You slowly wake after eight hours of surgery. A man walks over to your bed, gently sits down, introduces himself and explains that you have a blood cancer called multiple myeloma. You’ve never heard of multiple myeloma. You cannot believe that, at the age of 34, you have an incurable blood cancer. You place all of your trust in your oncologist and the hospital.

Skip ahead 25 years. You come across the two studies linked and excerpted below.
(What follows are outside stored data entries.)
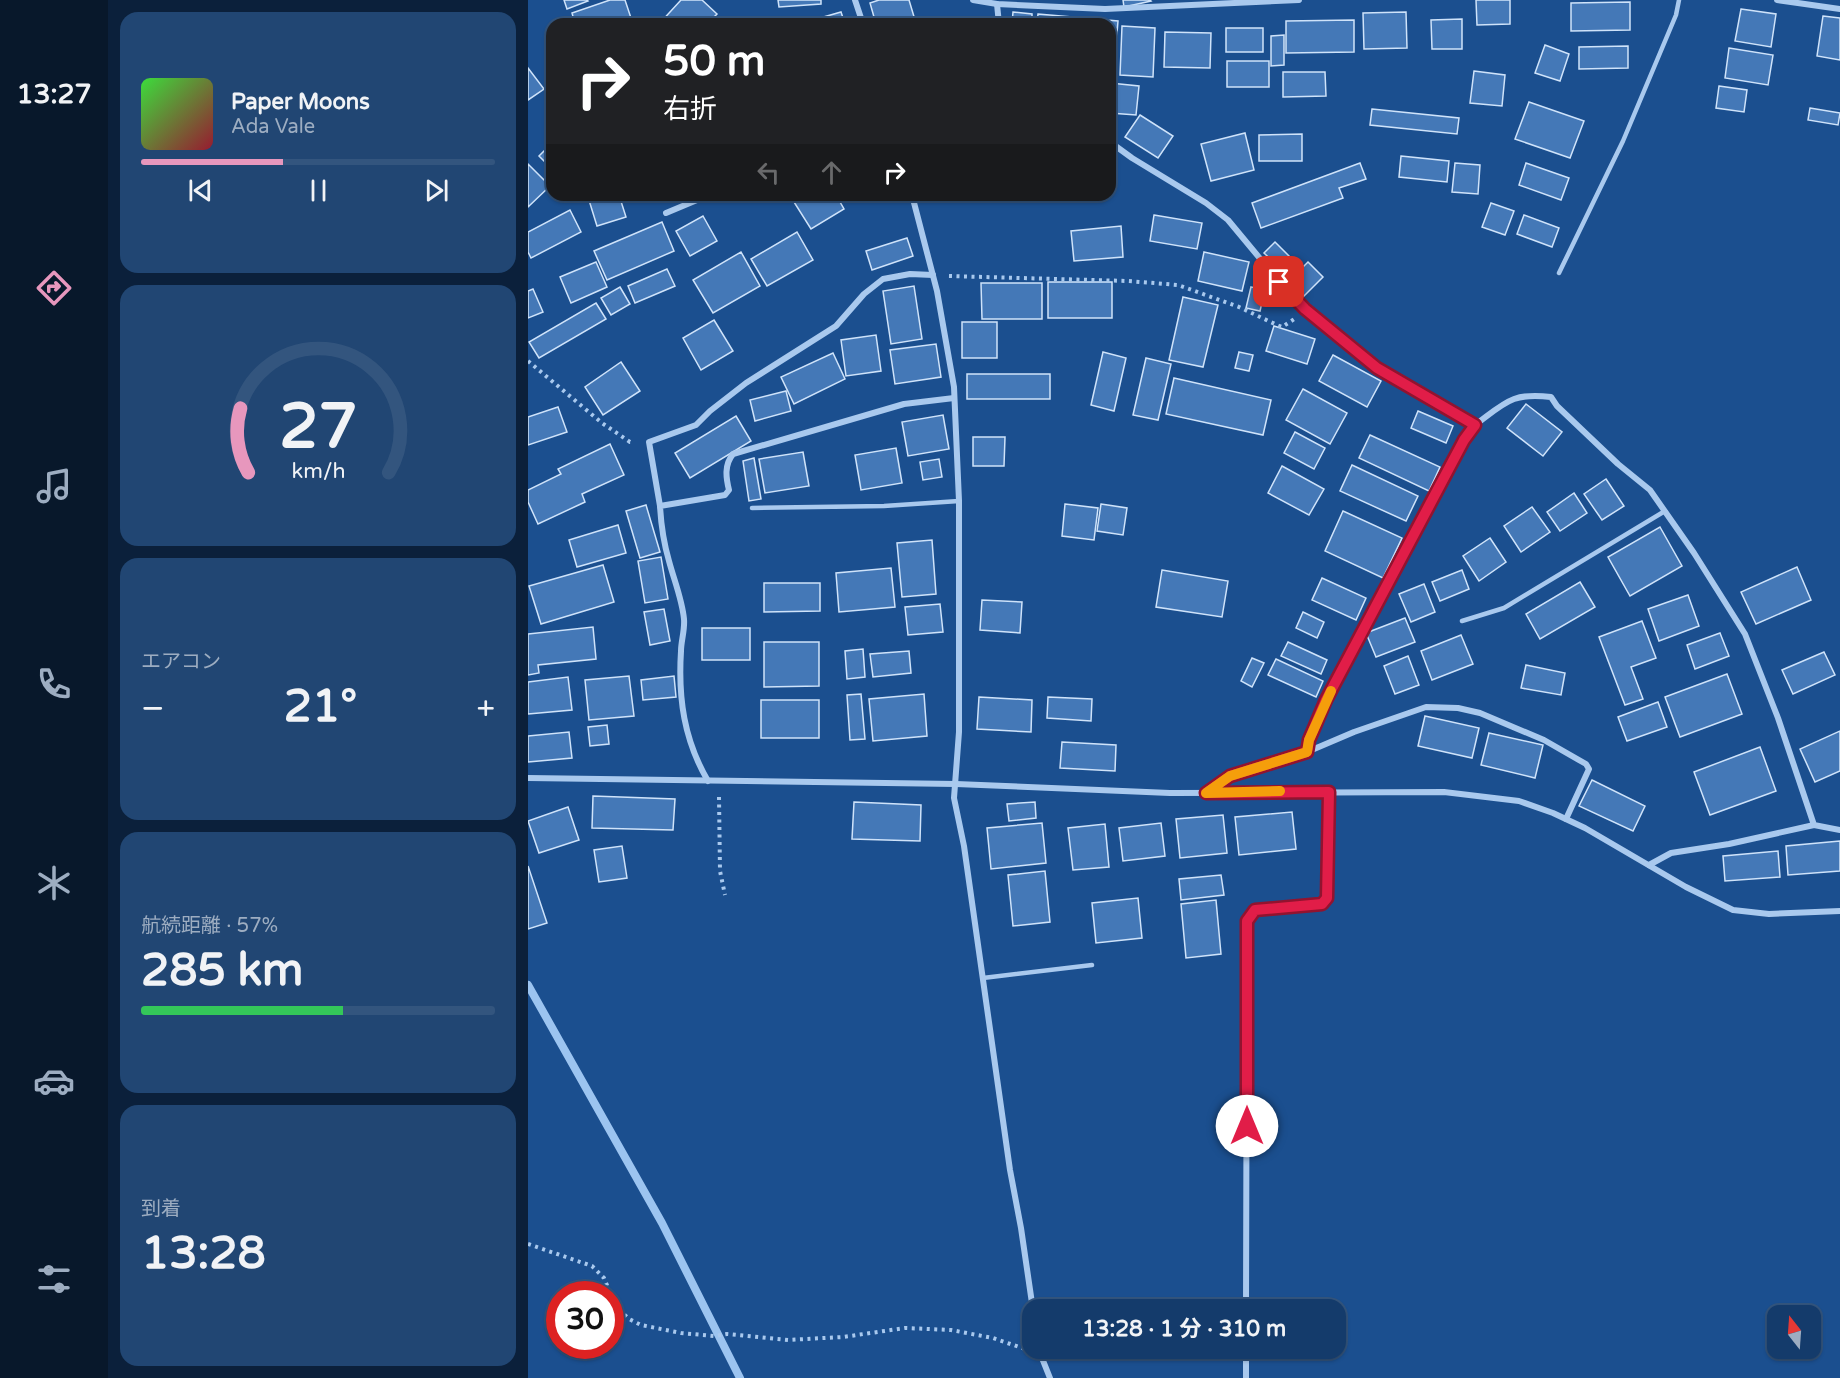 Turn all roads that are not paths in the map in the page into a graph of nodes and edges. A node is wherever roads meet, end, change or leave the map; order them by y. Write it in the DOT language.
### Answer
graph roads {
  1 [pos="855,0"];
  2 [pos="973,0"];
  3 [pos="1299,0"];
  4 [pos="1679,0"];
  5 [pos="1777,0"];
  6 [pos="1028,3"];
  7 [pos="997,4"];
  8 [pos="1840,9"];
  9 [pos="861,18"];
  10 [pos="998,18"];
  11 [pos="1116,146"];
  12 [pos="695,201"];
  13 [pos="914,201"];
  14 [pos="666,213"];
  15 [pos="1559,273"];
  16 [pos="933,275"];
  17 [pos="954,398"];
  18 [pos="1475,425"];
  19 [pos="959,501"];
  20 [pos="660,506"];
  21 [pos="752,508"];
  22 [pos="1665,511"];
  23 [pos="1462,621"];
  24 [pos="1307,752"];
  25 [pos="528,777"];
  26 [pos="708,781"];
  27 [pos="956,784"];
  28 [pos="1329,792"];
  29 [pos="1206,793"];
  30 [pos="1566,819"];
  31 [pos="1814,825"];
  32 [pos="1840,830"];
  33 [pos="1649,865"];
  34 [pos="1840,911"];
  35 [pos="1092,965"];
  36 [pos="983,978"];
  37 [pos="1031,1299"];
  38 [pos="1246,1299"];
  39 [pos="1043,1359"];
  40 [pos="1246,1359"];
  41 [pos="1050,1378"];
  42 [pos="1246,1378"];
  1 -- 9 [label="street"];
  2 -- 7 [label="street"];
  3 -- 6 [label="street"];
  4 -- 15 [label="lane"];
  5 -- 8 [label="street"];
  6 -- 7 [label="street"];
  7 -- 10 [label="street"];
  11 -- 18 [label="street"];
  12 -- 14 [label="street"];
  13 -- 16 [label="street"];
  16 -- 17 [label="street"];
  16 -- 20 [label="street"];
  17 -- 19 [label="street"];
  17 -- 20 [label="street"];
  18 -- 22 [label="street"];
  18 -- 24 [label="street"];
  19 -- 21 [label="lane"];
  19 -- 27 [label="street"];
  20 -- 26 [label="street"];
  22 -- 23 [label="lane"];
  22 -- 31 [label="street"];
  24 -- 29 [label="street"];
  24 -- 30 [label="street"];
  25 -- 26 [label="street"];
  26 -- 27 [label="street"];
  27 -- 29 [label="street"];
  27 -- 36 [label="street"];
  28 -- 29 [label="street"];
  28 -- 30 [label="street"];
  28 -- 38 [label="street"];
  30 -- 33 [label="street"];
  31 -- 32 [label="street"];
  31 -- 33 [label="street"];
  33 -- 34 [label="street"];
  35 -- 36 [label="lane"];
  36 -- 37 [label="street"];
  39 -- 41 [label="street"];
  40 -- 42 [label="street"];
} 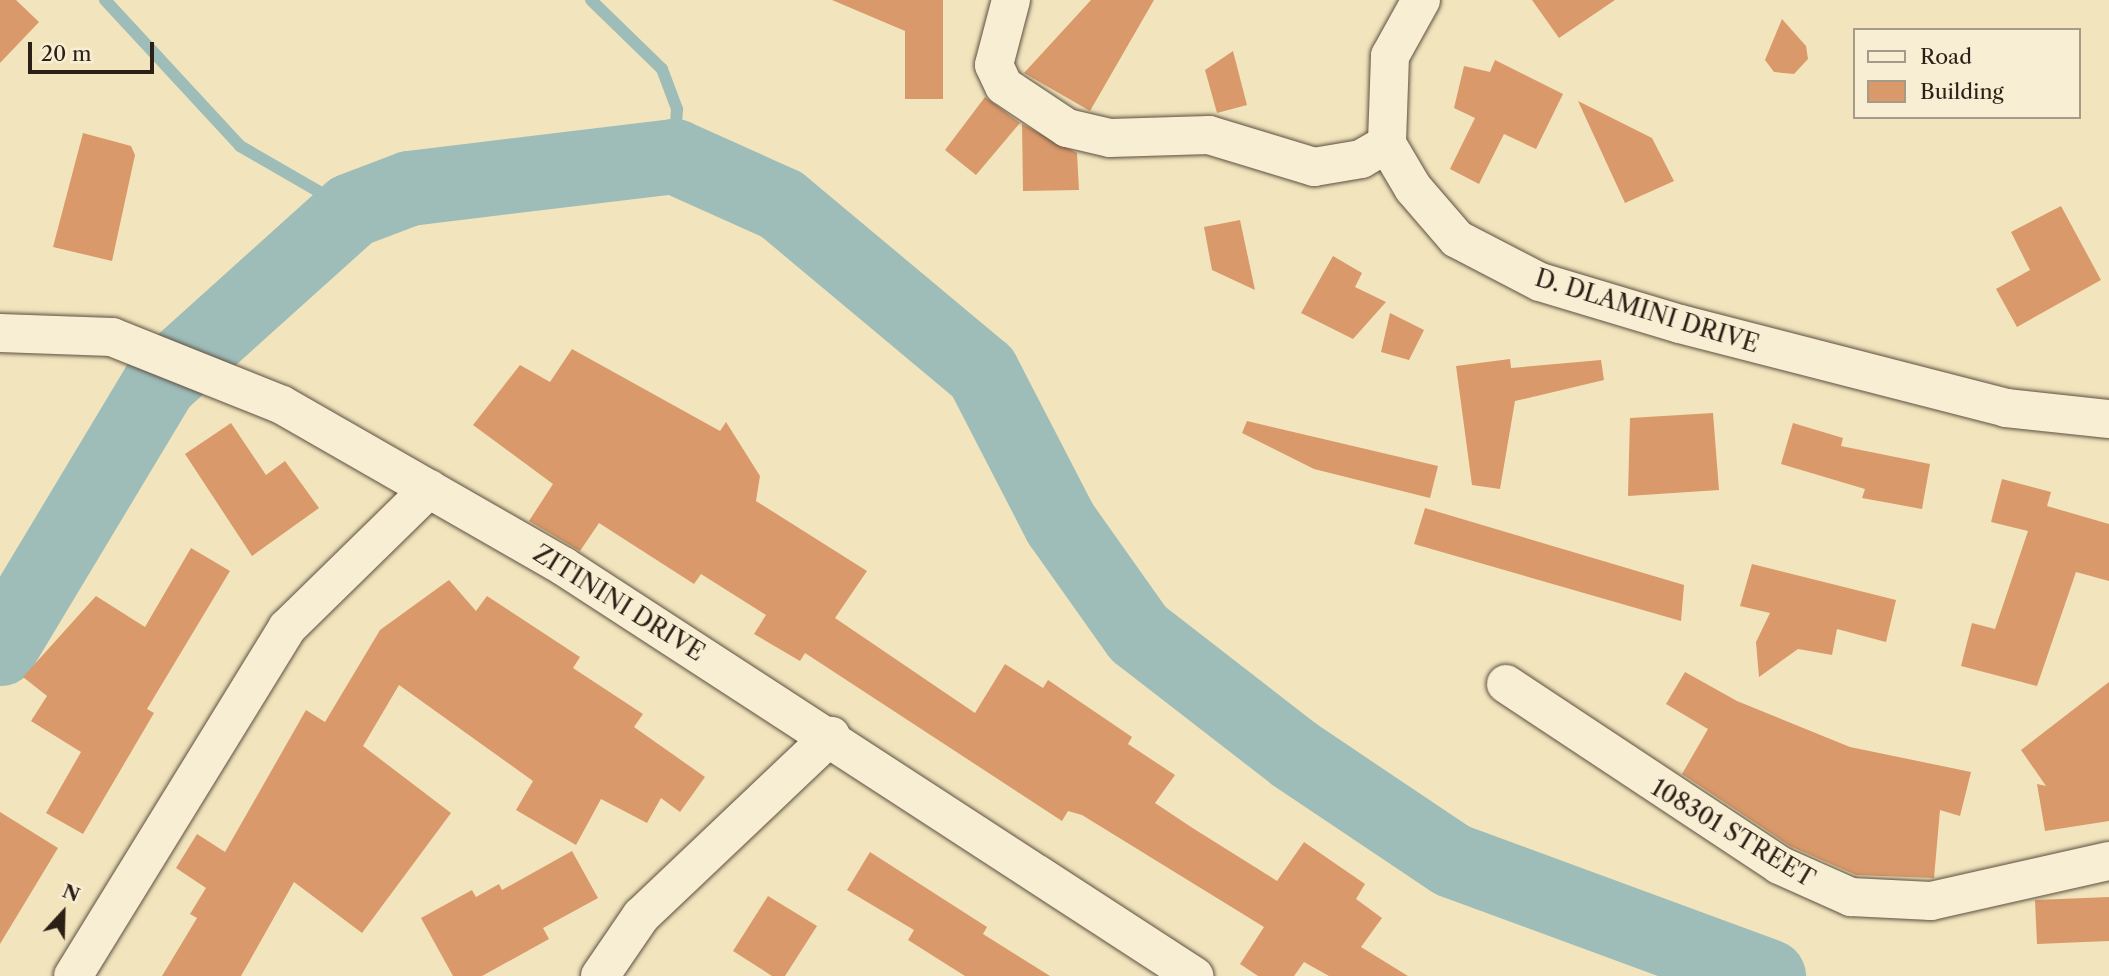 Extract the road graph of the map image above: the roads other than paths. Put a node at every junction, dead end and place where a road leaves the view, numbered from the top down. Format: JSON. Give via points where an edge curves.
{"nodes":[{"id":1,"x":1012,"y":0,"type":"edge"},
{"id":2,"x":1421,"y":0,"type":"edge"},
{"id":3,"x":1387,"y":144,"type":"junction"},
{"id":4,"x":0,"y":333,"type":"edge"},
{"id":5,"x":2109,"y":419,"type":"edge"},
{"id":6,"x":429,"y":489,"type":"junction"},
{"id":7,"x":1506,"y":684,"type":"dead end"},
{"id":8,"x":831,"y":736,"type":"junction"},
{"id":9,"x":2109,"y":860,"type":"edge"},
{"id":10,"x":73,"y":976,"type":"edge"},
{"id":11,"x":600,"y":976,"type":"edge"},
{"id":12,"x":1194,"y":976,"type":"edge"}],
"edges":[{"from":1,"to":3,"type":"street","via":[[995,65],[1004,86],[1067,128],[1110,138],[1209,135],[1314,167],[1361,159]]},
{"from":2,"to":3,"type":"street","via":[[1390,56]]},
{"from":3,"to":5,"type":"street","name":"D. DLAMINI DRIVE","via":[[1413,188],[1457,239],[1539,282],[2006,408]]},
{"from":4,"to":6,"type":"street","name":"ZITININI DRIVE","via":[[112,337],[251,388]]},
{"from":6,"to":8,"type":"street","name":"ZITININI DRIVE"},
{"from":6,"to":10,"type":"street","via":[[287,628]]},
{"from":7,"to":9,"type":"street","name":"108301 STREET","via":[[1779,865],[1851,897],[1931,901]]},
{"from":8,"to":11,"type":"street","via":[[641,916]]},
{"from":8,"to":12,"type":"street","name":"ZITININI DRIVE"}]} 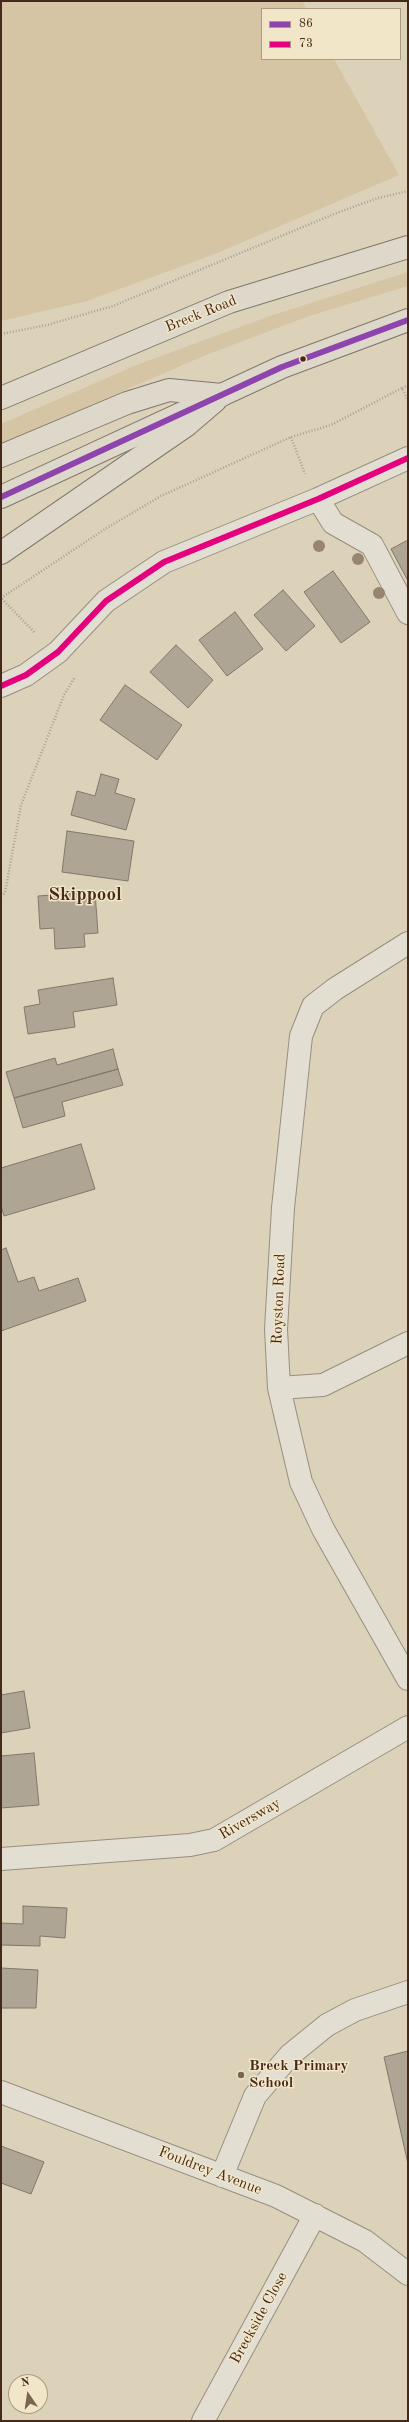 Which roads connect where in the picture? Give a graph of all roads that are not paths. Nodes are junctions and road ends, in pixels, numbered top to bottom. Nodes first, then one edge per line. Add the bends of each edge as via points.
1 (408, 247) edge
2 (408, 320) edge
3 (5, 392) edge
4 (222, 395) junction
5 (1, 456) edge
6 (408, 458) edge
7 (1, 497) edge
8 (318, 499) junction
9 (1, 553) edge
10 (408, 614) edge
11 (1, 686) edge
12 (408, 943) edge
13 (408, 1343) edge
14 (279, 1388) junction
15 (408, 1680) edge
16 (408, 1727) edge
17 (1, 1859) edge
18 (408, 1992) edge
19 (1, 2092) edge
20 (222, 2176) junction
21 (315, 2216) junction
22 (408, 2274) edge
23 (203, 2421) edge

One of the first study’s authors was the oncologist who managed my hematopoietic cell transplant in December of 1995 when I was undergoing treatment for multiple myeloma at University Hospitals of Cleveland. His name is Hillard Lazarus M.D. I developed atrial fibrillation aka Afib, a heart arrhythmia, in late 2010- 15 years after my SCT.

Could the “one center” highlighted in the paper below be University Hospitals of Cleveland- the hospital where Dr. Lazarus oversaw my hematopoietic cell transplant?

When Dr. Berger and Dr. Lazarus prescribed the many cardio-toxic chemotherapy regimens followed by an ASCT in the months following my diagnosis of multiple myeloma, do you think they knew about the risks of arrhythmias outlined in the study linked below? Being the head of the stem cell transplant program at U.H. as well as an author of the study below, I have to wonder what Dr. Lazarus knew about the chances of me developing heart damage from the cardio-toxic chemotherapy regimens that he prescribed?

 

My understanding is that the cardio-toxicity of the chemo regimens below have been well-documented for decades:

  • Adiamycin
  • Melphalan
  • Busulphan
  • Cytoxan

These are not the only cardio-toxic chemotherapy regimens used in routine oncology. I list these four because Dr. Berger and Dr. Lazarus prescribed all four to me.

What scares me more than the first study’s findings below, is the probability that there are thousands of other people who had a stem cell transplant that will develop heart problems of some kind years after their treatment. The first study below is talking about heart damage during and immediately after a stem cell transplant. The second study below is listing organ damage occurring years after stem cell transplants.

Perhaps Dr. Berger and Dr. Lazarus simply didn’t know of the serious long-term health effects of adriamycin, melphalan, busulphan and cytoxan.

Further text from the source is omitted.